[Exercise instructions]: Below are some records; repeat them all exactly, minus the pictures.

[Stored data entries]
---------------

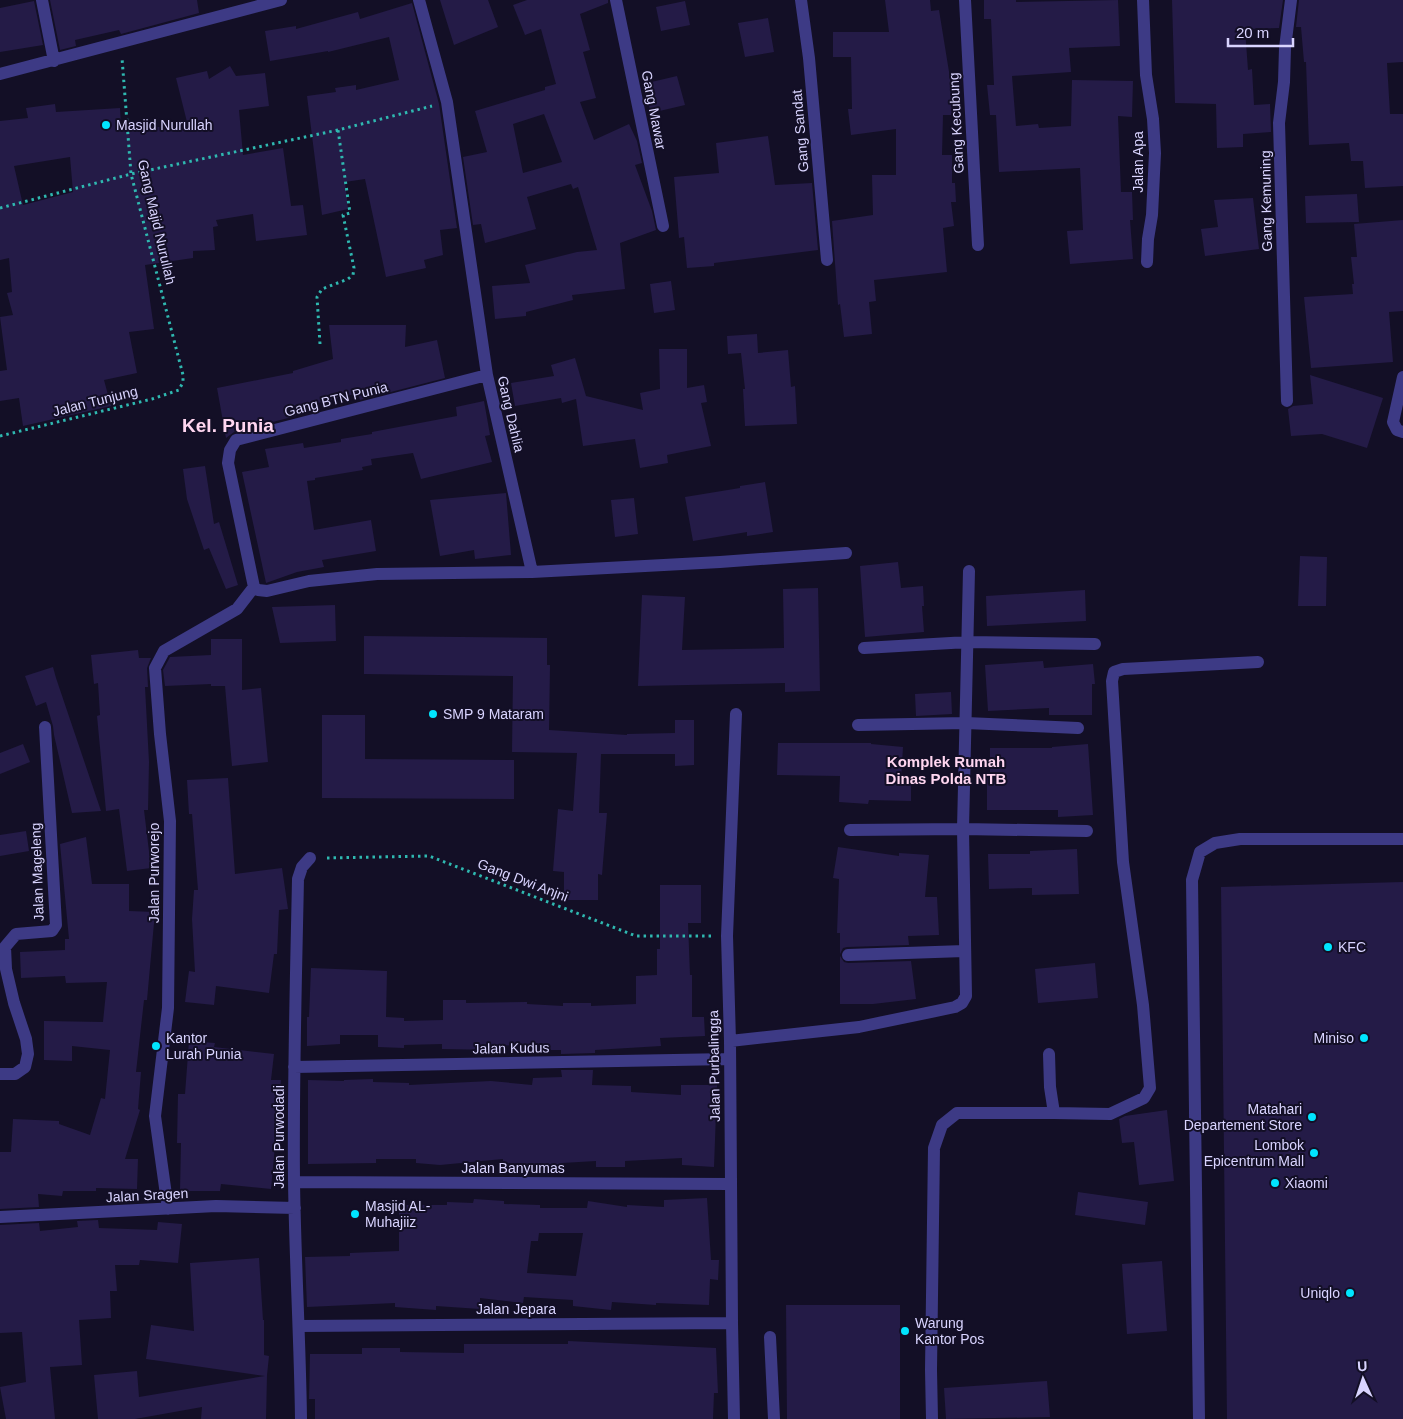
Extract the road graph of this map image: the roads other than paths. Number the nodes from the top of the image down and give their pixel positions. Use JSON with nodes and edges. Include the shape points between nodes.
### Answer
{"nodes":[{"id":1,"x":42,"y":0,"type":"edge"},
{"id":2,"x":281,"y":0,"type":"edge"},
{"id":3,"x":420,"y":0,"type":"edge"},
{"id":4,"x":616,"y":0,"type":"edge"},
{"id":5,"x":801,"y":0,"type":"edge"},
{"id":6,"x":965,"y":0,"type":"edge"},
{"id":7,"x":1143,"y":0,"type":"edge"},
{"id":8,"x":1291,"y":0,"type":"edge"},
{"id":9,"x":234,"y":6,"type":"edge"},
{"id":10,"x":54,"y":61,"type":"junction"},
{"id":11,"x":0,"y":74,"type":"edge"},
{"id":12,"x":663,"y":226,"type":"dead end"},
{"id":13,"x":978,"y":245,"type":"dead end"},
{"id":14,"x":1148,"y":256,"type":"dead end"},
{"id":15,"x":827,"y":260,"type":"dead end"},
{"id":16,"x":487,"y":375,"type":"junction"},
{"id":17,"x":1403,"y":377,"type":"edge"},
{"id":18,"x":1287,"y":401,"type":"dead end"},
{"id":19,"x":1403,"y":432,"type":"edge"},
{"id":20,"x":846,"y":553,"type":"dead end"},
{"id":21,"x":969,"y":571,"type":"dead end"},
{"id":22,"x":532,"y":572,"type":"junction"},
{"id":23,"x":254,"y":587,"type":"junction"},
{"id":24,"x":968,"y":642,"type":"junction"},
{"id":25,"x":1096,"y":644,"type":"dead end"},
{"id":26,"x":864,"y":648,"type":"dead end"},
{"id":27,"x":1258,"y":662,"type":"dead end"},
{"id":28,"x":736,"y":714,"type":"dead end"},
{"id":29,"x":966,"y":723,"type":"junction"},
{"id":30,"x":858,"y":725,"type":"dead end"},
{"id":31,"x":45,"y":727,"type":"dead end"},
{"id":32,"x":1078,"y":728,"type":"dead end"},
{"id":33,"x":962,"y":829,"type":"junction"},
{"id":34,"x":850,"y":830,"type":"dead end"},
{"id":35,"x":1087,"y":830,"type":"dead end"},
{"id":36,"x":1403,"y":839,"type":"edge"},
{"id":37,"x":310,"y":858,"type":"road end"},
{"id":38,"x":964,"y":952,"type":"junction"},
{"id":39,"x":848,"y":955,"type":"dead end"},
{"id":40,"x":730,"y":1041,"type":"junction"},
{"id":41,"x":1049,"y":1054,"type":"dead end"},
{"id":42,"x":729,"y":1059,"type":"junction"},
{"id":43,"x":294,"y":1067,"type":"junction"},
{"id":44,"x":0,"y":1074,"type":"edge"},
{"id":45,"x":1054,"y":1113,"type":"junction"},
{"id":46,"x":294,"y":1182,"type":"junction"},
{"id":47,"x":730,"y":1184,"type":"junction"},
{"id":48,"x":295,"y":1208,"type":"junction"},
{"id":49,"x":168,"y":1209,"type":"junction"},
{"id":50,"x":0,"y":1217,"type":"edge"},
{"id":51,"x":732,"y":1323,"type":"junction"},
{"id":52,"x":300,"y":1326,"type":"junction"},
{"id":53,"x":770,"y":1337,"type":"dead end"},
{"id":54,"x":301,"y":1419,"type":"edge"},
{"id":55,"x":734,"y":1419,"type":"edge"},
{"id":56,"x":774,"y":1419,"type":"edge"},
{"id":57,"x":932,"y":1419,"type":"edge"},
{"id":58,"x":1199,"y":1419,"type":"edge"}],
"edges":[{"from":1,"to":10,"type":"street"},
{"from":2,"to":9,"type":"street"},
{"from":3,"to":16,"type":"street","name":"Gang Dahlia","via":[[447,102]]},
{"from":4,"to":12,"type":"street","name":"Gang Mawar"},
{"from":5,"to":15,"type":"street","name":"Gang Sandat"},
{"from":6,"to":13,"type":"street","name":"Gang Kecubung"},
{"from":7,"to":14,"type":"street","name":"Jalan Apa","via":[[1146,75],[1155,153]]},
{"from":8,"to":18,"type":"street","name":"Gang Kemuning","via":[[1279,123]]},
{"from":9,"to":10,"type":"street"},
{"from":10,"to":11,"type":"street"},
{"from":16,"to":22,"type":"street","name":"Gang Dahlia"},
{"from":16,"to":23,"type":"street","name":"Gang BTN Punia","via":[[236,440],[228,463]]},
{"from":17,"to":19,"type":"street","via":[[1393,422]]},
{"from":20,"to":22,"type":"street"},
{"from":21,"to":24,"type":"street"},
{"from":22,"to":23,"type":"street","via":[[377,574],[308,582],[267,591]]},
{"from":23,"to":49,"type":"street","name":"Jalan Purworejo","via":[[237,609],[164,651],[155,668],[170,821],[168,1008],[155,1116]]},
{"from":24,"to":25,"type":"street"},
{"from":24,"to":26,"type":"street"},
{"from":24,"to":29,"type":"street"},
{"from":27,"to":45,"type":"street","via":[[1114,672],[1123,862],[1143,1005],[1150,1088],[1144,1098],[1110,1114]]},
{"from":28,"to":40,"type":"street","name":"Jalan Purbalingga","via":[[727,936]]},
{"from":29,"to":30,"type":"street"},
{"from":29,"to":32,"type":"street"},
{"from":29,"to":33,"type":"street"},
{"from":31,"to":44,"type":"street","name":"Jalan Mageleng","via":[[56,924],[52,931],[16,934],[4,947],[6,969],[28,1054],[25,1066],[15,1074]]},
{"from":33,"to":34,"type":"street"},
{"from":33,"to":35,"type":"street"},
{"from":33,"to":38,"type":"street"},
{"from":36,"to":58,"type":"street","via":[[1240,839],[1215,843],[1200,852],[1192,880]]},
{"from":37,"to":43,"type":"street","name":"Jalan Purwodadi","via":[[298,879]]},
{"from":38,"to":39,"type":"street"},
{"from":38,"to":40,"type":"street","via":[[966,996],[955,1007],[859,1027]]},
{"from":40,"to":42,"type":"street","name":"Jalan Purbalingga"},
{"from":41,"to":45,"type":"street"},
{"from":42,"to":43,"type":"street","name":"Jalan Kudus"},
{"from":42,"to":47,"type":"street","name":"Jalan Purbalingga"},
{"from":43,"to":46,"type":"street","name":"Jalan Purwodadi"},
{"from":45,"to":57,"type":"street","via":[[957,1113],[942,1125],[934,1148]]},
{"from":46,"to":47,"type":"street","name":"Jalan Banyumas"},
{"from":46,"to":48,"type":"street","name":"Jalan Purwodadi"},
{"from":47,"to":51,"type":"street","name":"Jalan Purbalingga"},
{"from":48,"to":49,"type":"street","name":"Jalan Sragen","via":[[216,1206]]},
{"from":48,"to":52,"type":"street","name":"Jalan Purwodadi"},
{"from":49,"to":50,"type":"street","name":"Jalan Sragen"},
{"from":51,"to":52,"type":"street","name":"Jalan Jepara"},
{"from":51,"to":55,"type":"street","name":"Jalan Purbalingga"},
{"from":52,"to":54,"type":"street","name":"Jalan Purwodadi"},
{"from":53,"to":56,"type":"street"}]}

---------------

[Written solution]:
Extract the road graph of this map image: the roads other than paths. Number the nodes from the top of the image down and give their pixel positions. Use JSON with nodes and edges. Include the shape points between nodes.
### Answer
{"nodes":[{"id":1,"x":42,"y":0,"type":"edge"},
{"id":2,"x":281,"y":0,"type":"edge"},
{"id":3,"x":420,"y":0,"type":"edge"},
{"id":4,"x":616,"y":0,"type":"edge"},
{"id":5,"x":801,"y":0,"type":"edge"},
{"id":6,"x":965,"y":0,"type":"edge"},
{"id":7,"x":1143,"y":0,"type":"edge"},
{"id":8,"x":1291,"y":0,"type":"edge"},
{"id":9,"x":234,"y":6,"type":"edge"},
{"id":10,"x":54,"y":61,"type":"junction"},
{"id":11,"x":0,"y":74,"type":"edge"},
{"id":12,"x":663,"y":226,"type":"dead end"},
{"id":13,"x":978,"y":245,"type":"dead end"},
{"id":14,"x":1148,"y":256,"type":"dead end"},
{"id":15,"x":827,"y":260,"type":"dead end"},
{"id":16,"x":487,"y":375,"type":"junction"},
{"id":17,"x":1403,"y":377,"type":"edge"},
{"id":18,"x":1287,"y":401,"type":"dead end"},
{"id":19,"x":1403,"y":432,"type":"edge"},
{"id":20,"x":846,"y":553,"type":"dead end"},
{"id":21,"x":969,"y":571,"type":"dead end"},
{"id":22,"x":532,"y":572,"type":"junction"},
{"id":23,"x":254,"y":587,"type":"junction"},
{"id":24,"x":968,"y":642,"type":"junction"},
{"id":25,"x":1096,"y":644,"type":"dead end"},
{"id":26,"x":864,"y":648,"type":"dead end"},
{"id":27,"x":1258,"y":662,"type":"dead end"},
{"id":28,"x":736,"y":714,"type":"dead end"},
{"id":29,"x":966,"y":723,"type":"junction"},
{"id":30,"x":858,"y":725,"type":"dead end"},
{"id":31,"x":45,"y":727,"type":"dead end"},
{"id":32,"x":1078,"y":728,"type":"dead end"},
{"id":33,"x":962,"y":829,"type":"junction"},
{"id":34,"x":850,"y":830,"type":"dead end"},
{"id":35,"x":1087,"y":830,"type":"dead end"},
{"id":36,"x":1403,"y":839,"type":"edge"},
{"id":37,"x":310,"y":858,"type":"road end"},
{"id":38,"x":964,"y":952,"type":"junction"},
{"id":39,"x":848,"y":955,"type":"dead end"},
{"id":40,"x":730,"y":1041,"type":"junction"},
{"id":41,"x":1049,"y":1054,"type":"dead end"},
{"id":42,"x":729,"y":1059,"type":"junction"},
{"id":43,"x":294,"y":1067,"type":"junction"},
{"id":44,"x":0,"y":1074,"type":"edge"},
{"id":45,"x":1054,"y":1113,"type":"junction"},
{"id":46,"x":294,"y":1182,"type":"junction"},
{"id":47,"x":730,"y":1184,"type":"junction"},
{"id":48,"x":295,"y":1208,"type":"junction"},
{"id":49,"x":168,"y":1209,"type":"junction"},
{"id":50,"x":0,"y":1217,"type":"edge"},
{"id":51,"x":732,"y":1323,"type":"junction"},
{"id":52,"x":300,"y":1326,"type":"junction"},
{"id":53,"x":770,"y":1337,"type":"dead end"},
{"id":54,"x":301,"y":1419,"type":"edge"},
{"id":55,"x":734,"y":1419,"type":"edge"},
{"id":56,"x":774,"y":1419,"type":"edge"},
{"id":57,"x":932,"y":1419,"type":"edge"},
{"id":58,"x":1199,"y":1419,"type":"edge"}],
"edges":[{"from":1,"to":10,"type":"street"},
{"from":2,"to":9,"type":"street"},
{"from":3,"to":16,"type":"street","name":"Gang Dahlia","via":[[447,102]]},
{"from":4,"to":12,"type":"street","name":"Gang Mawar"},
{"from":5,"to":15,"type":"street","name":"Gang Sandat"},
{"from":6,"to":13,"type":"street","name":"Gang Kecubung"},
{"from":7,"to":14,"type":"street","name":"Jalan Apa","via":[[1146,75],[1155,153]]},
{"from":8,"to":18,"type":"street","name":"Gang Kemuning","via":[[1279,123]]},
{"from":9,"to":10,"type":"street"},
{"from":10,"to":11,"type":"street"},
{"from":16,"to":22,"type":"street","name":"Gang Dahlia"},
{"from":16,"to":23,"type":"street","name":"Gang BTN Punia","via":[[236,440],[228,463]]},
{"from":17,"to":19,"type":"street","via":[[1393,422]]},
{"from":20,"to":22,"type":"street"},
{"from":21,"to":24,"type":"street"},
{"from":22,"to":23,"type":"street","via":[[377,574],[308,582],[267,591]]},
{"from":23,"to":49,"type":"street","name":"Jalan Purworejo","via":[[237,609],[164,651],[155,668],[170,821],[168,1008],[155,1116]]},
{"from":24,"to":25,"type":"street"},
{"from":24,"to":26,"type":"street"},
{"from":24,"to":29,"type":"street"},
{"from":27,"to":45,"type":"street","via":[[1114,672],[1123,862],[1143,1005],[1150,1088],[1144,1098],[1110,1114]]},
{"from":28,"to":40,"type":"street","name":"Jalan Purbalingga","via":[[727,936]]},
{"from":29,"to":30,"type":"street"},
{"from":29,"to":32,"type":"street"},
{"from":29,"to":33,"type":"street"},
{"from":31,"to":44,"type":"street","name":"Jalan Mageleng","via":[[56,924],[52,931],[16,934],[4,947],[6,969],[28,1054],[25,1066],[15,1074]]},
{"from":33,"to":34,"type":"street"},
{"from":33,"to":35,"type":"street"},
{"from":33,"to":38,"type":"street"},
{"from":36,"to":58,"type":"street","via":[[1240,839],[1215,843],[1200,852],[1192,880]]},
{"from":37,"to":43,"type":"street","name":"Jalan Purwodadi","via":[[298,879]]},
{"from":38,"to":39,"type":"street"},
{"from":38,"to":40,"type":"street","via":[[966,996],[955,1007],[859,1027]]},
{"from":40,"to":42,"type":"street","name":"Jalan Purbalingga"},
{"from":41,"to":45,"type":"street"},
{"from":42,"to":43,"type":"street","name":"Jalan Kudus"},
{"from":42,"to":47,"type":"street","name":"Jalan Purbalingga"},
{"from":43,"to":46,"type":"street","name":"Jalan Purwodadi"},
{"from":45,"to":57,"type":"street","via":[[957,1113],[942,1125],[934,1148]]},
{"from":46,"to":47,"type":"street","name":"Jalan Banyumas"},
{"from":46,"to":48,"type":"street","name":"Jalan Purwodadi"},
{"from":47,"to":51,"type":"street","name":"Jalan Purbalingga"},
{"from":48,"to":49,"type":"street","name":"Jalan Sragen","via":[[216,1206]]},
{"from":48,"to":52,"type":"street","name":"Jalan Purwodadi"},
{"from":49,"to":50,"type":"street","name":"Jalan Sragen"},
{"from":51,"to":52,"type":"street","name":"Jalan Jepara"},
{"from":51,"to":55,"type":"street","name":"Jalan Purbalingga"},
{"from":52,"to":54,"type":"street","name":"Jalan Purwodadi"},
{"from":53,"to":56,"type":"street"}]}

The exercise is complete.